Our team created a way for the Mobili-T® to detect when a patient’s swallowing muscles contract. This is known as an automated swallow-detection algorithm. This algorithm makes sure that signals arising from swallow or swallow-like exercises are reinforced, while non-swallow movements are ignored.
Mobile health (mHealth) technologies may offer an opportunity to address longstanding clinical challenges, such as access and adherence to swallowing therapy. Mobili-T® is an mHealth device that uses surface electromyography (sEMG) to provide biofeedback on submental muscles activity during exercise. An automated swallow-detection algorithm was developed for Mobili-T®. This study evaluated the performance of the swallow-detection algorithm. Ten healthy participants and 10 head and neck cancer (HNC) patients were fitted with the device. Signal was acquired during regular, effortful, and Mendelsohn maneuver saliva swallows, as well as lip presses, tongue, and head movements. Signals of interest were tagged during data acquisition and used to evaluate algorithm performance. Sensitivity and positive predictive values (PPV) were calculated for each participant. Saliva swallows were compared between HNC and controls in the four sEMG-based parameters used in the algorithm: duration, peak amplitude ratio, median frequency, and 15th percentile of the power spectrum density.

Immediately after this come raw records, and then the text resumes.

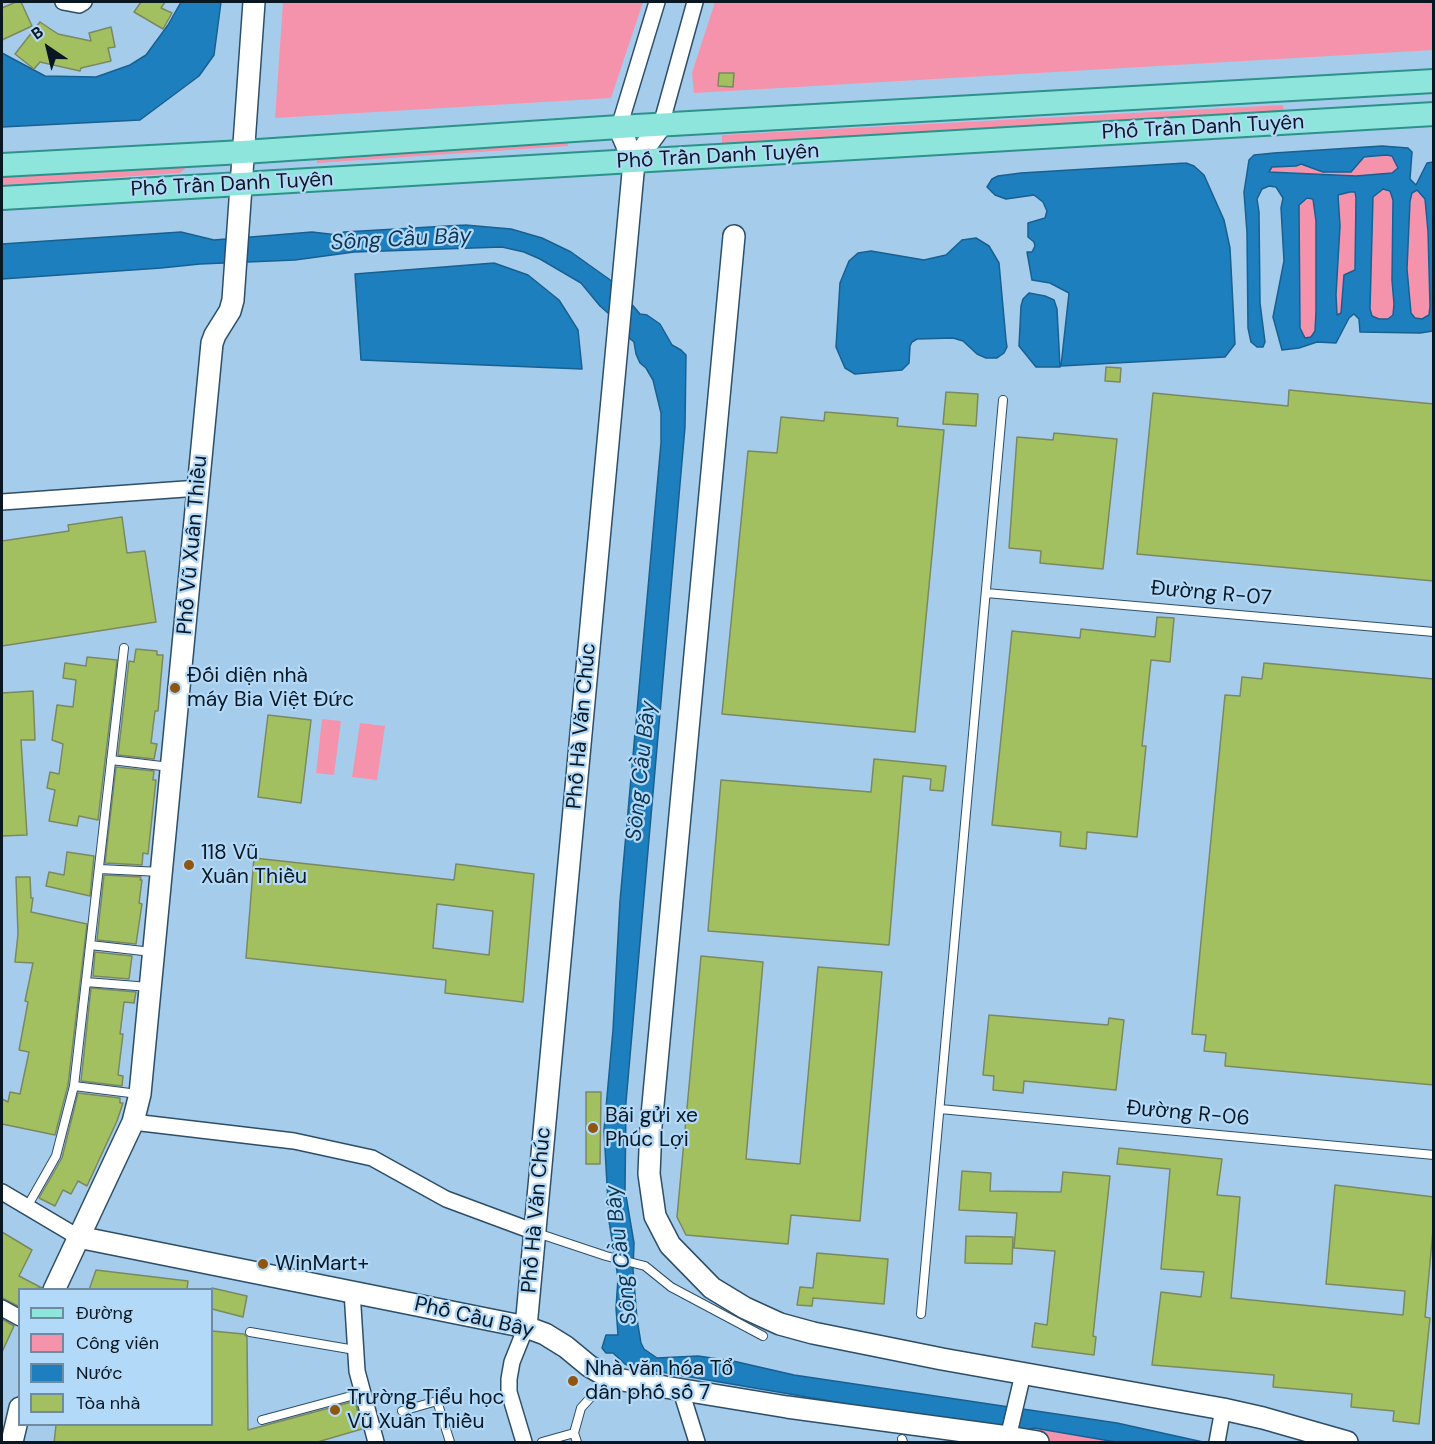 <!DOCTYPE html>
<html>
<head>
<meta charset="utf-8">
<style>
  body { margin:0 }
  #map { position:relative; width:1435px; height:1444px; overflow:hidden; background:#a6cceb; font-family:"DM Sans",sans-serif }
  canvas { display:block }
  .frame { position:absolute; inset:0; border:3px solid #091722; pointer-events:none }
  .legend { position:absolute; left:18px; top:1288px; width:195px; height:138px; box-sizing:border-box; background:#b3d9f8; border:2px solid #6f8ba2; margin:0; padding:8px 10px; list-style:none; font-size:18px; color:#091722 }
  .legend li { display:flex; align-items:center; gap:12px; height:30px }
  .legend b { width:30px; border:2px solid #6f8ba2 }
  .north { position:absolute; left:18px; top:18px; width:60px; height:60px; -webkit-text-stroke:4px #b3d9f8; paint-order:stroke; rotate:325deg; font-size:16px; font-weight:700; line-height:24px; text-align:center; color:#091722 }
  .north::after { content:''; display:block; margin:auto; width:21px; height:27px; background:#091722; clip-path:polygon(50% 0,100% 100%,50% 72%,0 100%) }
</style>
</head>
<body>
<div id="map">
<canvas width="1435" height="1444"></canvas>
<div class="frame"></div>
<ul class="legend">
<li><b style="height:8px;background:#8de5db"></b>Đường</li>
<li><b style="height:16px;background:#f693ac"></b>Công viên</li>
<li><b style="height:16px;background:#1e7fbf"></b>Nước</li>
<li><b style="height:16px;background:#a2c05f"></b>Tòa nhà</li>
</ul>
<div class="north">B</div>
</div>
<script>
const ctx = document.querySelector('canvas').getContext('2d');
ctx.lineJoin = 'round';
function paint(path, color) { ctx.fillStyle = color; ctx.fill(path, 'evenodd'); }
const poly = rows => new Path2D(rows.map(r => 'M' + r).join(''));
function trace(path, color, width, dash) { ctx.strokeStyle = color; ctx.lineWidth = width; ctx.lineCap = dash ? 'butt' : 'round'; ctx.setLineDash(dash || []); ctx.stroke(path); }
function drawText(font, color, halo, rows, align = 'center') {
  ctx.font = font + ' "DM Sans",sans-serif'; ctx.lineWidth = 4.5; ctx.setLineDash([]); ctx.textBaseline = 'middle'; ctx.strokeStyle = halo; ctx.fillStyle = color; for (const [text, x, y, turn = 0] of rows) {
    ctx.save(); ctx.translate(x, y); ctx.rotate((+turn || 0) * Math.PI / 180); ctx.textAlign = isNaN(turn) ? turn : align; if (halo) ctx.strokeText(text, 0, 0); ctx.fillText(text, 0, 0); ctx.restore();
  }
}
paint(poly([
  [283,2,643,2,611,98,275,118],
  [715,2,1433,2,1433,50,694,93,692,73],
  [1283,105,1284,113,722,143,722,135],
  [567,139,568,146,317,163,317,153],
  [1386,155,1392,156,1398,168,1392,173,1356,176,1318,176,1293,172,1269,172,1272,167,1301,164,1309,168],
  [183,165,185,169,180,173,2,185,2,176],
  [1383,189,1391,191,1393,200,1394,304,1394,315,1388,319,1379,319,1372,316,1370,309,1373,197],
  [1417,190,1425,198,1428,232,1430,306,1429,315,1422,319,1415,318,1411,313,1407,269,1410,201,1412,193],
  [1350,192,1355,192,1356,198,1355,270,1349,274,1341,314,1337,316,1336,295,1340,226,1338,195],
  [1307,198,1313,199,1316,221,1316,311,1315,331,1311,337,1304,338,1300,328,1299,204],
  [322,719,341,721,334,775,316,773],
  [360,723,385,726,377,780,352,777],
  [1034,1428,1103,1440,1116,1442,1053,1442,1019,1438,1023,1431]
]), '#f693ac');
const water = poly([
  [181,2,221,2,214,55,199,76,140,120,2,127,2,53,45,76,96,77,130,65,146,55,168,25,181,2],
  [1382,146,1408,148,1412,152,1410,179,1416,185,1427,163,1433,162,1433,331,1420,333,1360,332,1359,319,1354,314,1349,318,1336,343,1317,342,1299,348,1282,350,1273,317,1284,261,1281,208,1283,198,1276,187,1269,186,1262,189,1257,199,1259,212,1260,303,1265,342,1263,347,1257,347,1251,342,1248,328,1247,233,1244,192,1249,160,1254,155,1274,153,1382,146],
  [1386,155,1392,156,1398,168,1392,173,1356,176,1269,172,1272,167,1296,166,1301,164,1323,172,1351,172,1364,157,1386,155],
  [1383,189,1390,191,1393,200,1392,280,1394,304,1393,315,1388,319,1379,319,1372,316,1370,309,1373,197,1383,189],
  [1417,190,1425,199,1428,231,1430,306,1429,315,1422,319,1415,318,1411,313,1407,269,1410,201,1412,193,1417,190],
  [1350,192,1355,192,1356,198,1355,270,1344,275,1341,313,1337,315,1336,295,1340,226,1338,195,1350,192],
  [1307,198,1313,199,1316,221,1316,311,1315,331,1311,337,1305,338,1300,328,1299,205,1307,198],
  [1186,163,1194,166,1204,175,1224,220,1230,248,1235,344,1225,357,1061,366,1069,293,1050,283,1032,280,1027,252,1032,252,1035,246,1034,242,1028,237,1028,223,1045,218,1047,211,1043,202,1034,195,1006,199,995,195,987,187,992,179,998,176,1021,173,1186,163],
  [465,225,511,229,542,238,571,252,613,282,640,314,647,315,660,324,672,345,681,350,686,355,685,427,626,1102,625,1190,634,1243,633,1270,637,1319,641,1343,644,1349,657,1358,698,1356,733,1361,794,1375,1117,1423,1203,1442,1116,1442,1034,1428,1023,1431,912,1415,632,1367,625,1364,613,1353,606,1353,602,1348,606,1335,618,1335,616,1308,618,1278,609,1221,604,1130,613,1030,620,901,661,443,661,413,653,380,646,368,640,363,636,354,634,342,620,330,608,313,600,306,581,283,540,259,524,252,502,247,354,252,295,260,200,264,161,268,2,279,2,244,181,232,214,240,312,232,338,235,344,232,465,225],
  [976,238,989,246,999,263,1006,340,1007,347,1004,353,997,358,986,358,977,354,963,341,953,338,917,339,912,342,910,346,909,363,902,370,855,374,845,368,836,347,840,283,849,261,858,253,871,251,924,260,946,255,962,240,976,238],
  [494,263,528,275,559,300,578,330,582,369,361,360,355,274,494,263],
  [1029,293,1045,296,1054,300,1057,309,1060,367,1036,367,1019,346,1021,306,1023,299,1029,293]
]);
paint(water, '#1e7fbf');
trace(water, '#186090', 1.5);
const building = poly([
  [16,2,21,2,32,26,2,40,2,8,16,2],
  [141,2,165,2,161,8,172,13,163,29,134,12,141,2],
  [40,22,58,34,91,41,89,33,111,27,115,47,108,48,111,61,81,68,80,71,40,62,34,69,15,54,40,22],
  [719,73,734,73,733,87,718,86,719,73],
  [1106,367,1121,368,1120,382,1105,381,1106,367],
  [1289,390,1434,404,1434,581,1137,554,1153,393,1288,406,1289,390],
  [946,392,978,394,976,426,943,424,946,392],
  [825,412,898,418,897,426,944,430,915,732,722,714,748,451,777,453,781,417,824,421,825,412],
  [1054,433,1117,439,1103,569,1040,563,1041,551,1009,548,1017,437,1053,440,1054,433],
  [122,517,127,553,145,551,156,622,2,646,2,541,69,531,68,525,122,517],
  [1157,617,1174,618,1170,662,1151,660,1142,746,1146,746,1137,837,1087,832,1086,849,1060,846,1061,832,992,825,1012,631,1080,638,1081,629,1155,637,1157,617],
  [136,649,157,651,157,655,163,655,158,711,155,711,151,743,157,744,154,759,118,755,129,661,134,662,136,649],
  [87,657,117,660,98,820,79,816,77,826,49,821,55,790,47,788,50,772,59,774,63,744,52,740,57,705,73,707,76,680,63,678,65,663,86,666,87,657],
  [1264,663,1434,679,1434,1085,1225,1066,1226,1053,1204,1051,1206,1035,1192,1034,1225,695,1240,696,1242,677,1262,679,1264,663],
  [33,691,35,740,21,740,27,835,2,836,2,693,33,691],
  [268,715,311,720,301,803,258,797,268,715],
  [874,759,946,766,943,791,930,790,931,779,903,776,889,945,708,931,721,780,871,792,874,759],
  [116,767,154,771,153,780,156,780,148,854,143,853,142,865,105,863,116,767],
  [67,852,94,856,90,896,46,886,49,872,64,875,67,852],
  [254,858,454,880,456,864,534,874,523,1002,445,993,446,980,246,958,254,858],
  [437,904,493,911,489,955,433,948,437,904],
  [104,875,141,877,140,880,142,880,139,903,142,904,136,944,97,940,104,875],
  [16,877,30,877,31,898,33,898,31,912,87,924,68,1085,55,1135,2,1124,2,1099,8,1102,10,1092,20,1094,29,1052,19,1050,28,1002,25,1001,33,963,15,962,18,934,16,877],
  [95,952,132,956,129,979,93,976,95,952],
  [701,956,763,962,746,1159,800,1164,818,967,882,972,860,1221,791,1215,788,1244,686,1235,677,1217,701,956],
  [91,988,136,992,134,1003,124,1002,120,1034,123,1034,118,1075,123,1076,122,1086,81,1081,91,988],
  [989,1015,1108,1025,1109,1018,1124,1020,1116,1090,1024,1081,1023,1093,993,1090,994,1076,983,1075,989,1015],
  [586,1092,601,1092,600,1164,586,1164,586,1092],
  [78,1093,120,1098,120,1103,123,1103,117,1121,87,1186,78,1181,71,1194,63,1190,55,1206,39,1198,62,1158,78,1093],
  [1119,1148,1222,1159,1217,1195,1240,1197,1231,1298,1403,1315,1405,1291,1326,1284,1335,1185,1434,1197,1434,1219,1425,1317,1430,1318,1419,1424,1393,1421,1394,1411,1351,1407,1352,1394,1273,1387,1274,1375,1152,1365,1161,1292,1201,1297,1204,1272,1161,1269,1170,1169,1117,1164,1119,1148],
  [962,1171,991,1173,990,1191,1061,1192,1063,1172,1110,1176,1093,1336,1096,1337,1094,1355,1032,1347,1035,1323,1047,1325,1055,1251,1014,1248,1017,1213,959,1210,962,1171],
  [2,1232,32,1250,19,1276,42,1288,20,1290,20,1307,2,1298,2,1232],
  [966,1236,1013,1237,1012,1264,965,1263,966,1236],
  [817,1253,888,1259,884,1304,813,1298,812,1306,797,1305,800,1287,813,1288,817,1253],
  [96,1270,188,1281,187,1290,89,1290,96,1270],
  [212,1288,247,1296,243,1317,212,1309,212,1288],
  [2,1319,14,1326,2,1352,2,1319],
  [212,1331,244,1334,247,1337,248,1430,355,1401,362,1429,314,1443,54,1443,56,1425,212,1425,212,1331]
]);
paint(building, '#a2c05f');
trace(building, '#7b8861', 1.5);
const lane = poly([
  [986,593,1434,632],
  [111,760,170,767],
  [99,869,161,872],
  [90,945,152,952],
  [86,982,149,987],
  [74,1086,138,1094],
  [940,1109,1434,1155],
  [27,1207,56,1156,74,1086,124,648],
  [537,1233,606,1256,645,1266,671,1287,763,1336],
  [921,1314,1003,400],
  [250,1332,355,1350],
  [402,1411,437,1401,450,1442],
  [262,1420,362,1393],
  [902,1439,903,1442],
  [542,1442,574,1433],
  [577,1442,574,1433,581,1408,601,1386,609,1379]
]);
const street = poly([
  [63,2,79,5,84,2],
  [661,125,695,2],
  [619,127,657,2],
  [2,502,199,488],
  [133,1122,294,1141,372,1158,446,1199,535,1232],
  [2,1192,78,1237],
  [352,1291,357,1371,376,1442],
  [2,1308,20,1318],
  [681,1391,697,1442],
  [524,1442,509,1392,509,1379,512,1362,526,1327],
  [1007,1442,1023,1374],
  [1217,1442,1223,1409]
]);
const secondary = poly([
  [634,162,661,125],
  [734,236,651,1126,649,1174,655,1216,670,1245,712,1288,745,1308,780,1324,813,1333,942,1359,1223,1409,1263,1418,1347,1442],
  [78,1237,526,1327,545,1334,566,1347,589,1366,610,1378,787,1407,1008,1437,1038,1442],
  [54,1290,133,1122,140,1094,212,343,215,335,230,311,233,300,254,2],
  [526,1327,634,162,619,127],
  [12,1442,20,1408]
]);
const primary = poly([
  [2,165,243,152,619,127,1434,81],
  [2,198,1434,114]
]);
trace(lane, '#2c4e68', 10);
trace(street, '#2c4e68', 18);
trace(secondary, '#2c4e68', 24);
trace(primary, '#2d928b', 26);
trace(lane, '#fff', 8);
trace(street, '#fff', 15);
trace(secondary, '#fff', 21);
trace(primary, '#8de5db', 22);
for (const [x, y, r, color] of [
  [175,688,6,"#905611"],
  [189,865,6,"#905611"],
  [593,1128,6,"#905611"],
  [263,1264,6,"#905611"],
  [573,1381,6,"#905611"],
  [335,1410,6,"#905611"]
]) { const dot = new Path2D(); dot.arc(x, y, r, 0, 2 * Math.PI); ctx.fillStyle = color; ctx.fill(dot); trace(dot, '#b3d9f8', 2); }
drawText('21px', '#091722', '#b3d9f8', [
  ["Phố Trần Danh Tuyên",1203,128,-3],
  ["Phố Trần Danh Tuyên",718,157,-3],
  ["Phố Trần Danh Tuyên",232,185,-3],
  ["Phố Vũ Xuân Thiều",193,545,-85],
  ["Đường R-07",1211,594,5],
  ["Phố Hà Văn Chúc",582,726,-85],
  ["Đường R-06",1188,1114,5],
  ["Phố Hà Văn Chúc",537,1210,-85],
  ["Phố Cầu Bây",474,1318,13]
]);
drawText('21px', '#091722', '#b3d9f8', [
  ["Đối diện nhà",187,676],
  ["máy Bia Việt Đức",187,700],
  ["118 Vũ",201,853],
  ["Xuân Thiều",201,877],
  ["Bãi gửi xe",605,1116],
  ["Phúc Lợi",605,1140],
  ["WinMart+",275,1264],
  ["Nhà văn hóa Tổ",585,1369],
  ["dân phố số 7",585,1393],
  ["Trường Tiểu học",347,1398],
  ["Vũ Xuân Thiều",347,1422]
], 'left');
drawText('italic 22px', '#0f344f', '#b3d9f8', [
  ["Sông Cầu Bây",401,240,-3],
  ["Sông Cầu Bây",642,771,-84],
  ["Sông Cầu Bây",622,1255,-97]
]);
</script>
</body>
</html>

In healthy participants, sensitivity and PPV were 92.3 and 83.9%, respectively. In HNC patients, sensitivity was 92.7% and PPV was 72.2%. In saliva swallows, HNC patients had longer event durations (U = 1925.5, p < 0.001), lower median frequency (U = 2674.0, p < 0.001), and lower 15th percentile of the power spectrum density [t(176.9) = 2.07, p < 0.001] than healthy participants. The automated swallow-detection algorithm performed well with healthy participants and retained a high sensitivity, but had lowered PPV with HNC patients. With respect to Mobili-T®, the algorithm will next be evaluated using the mHealth system.
Keywords: Deglutition; Deglutition disorders; Dysphagia; Head and neck cancer; Mobile health; Surface electromyography; Swallow recognition; Visual biofeedback.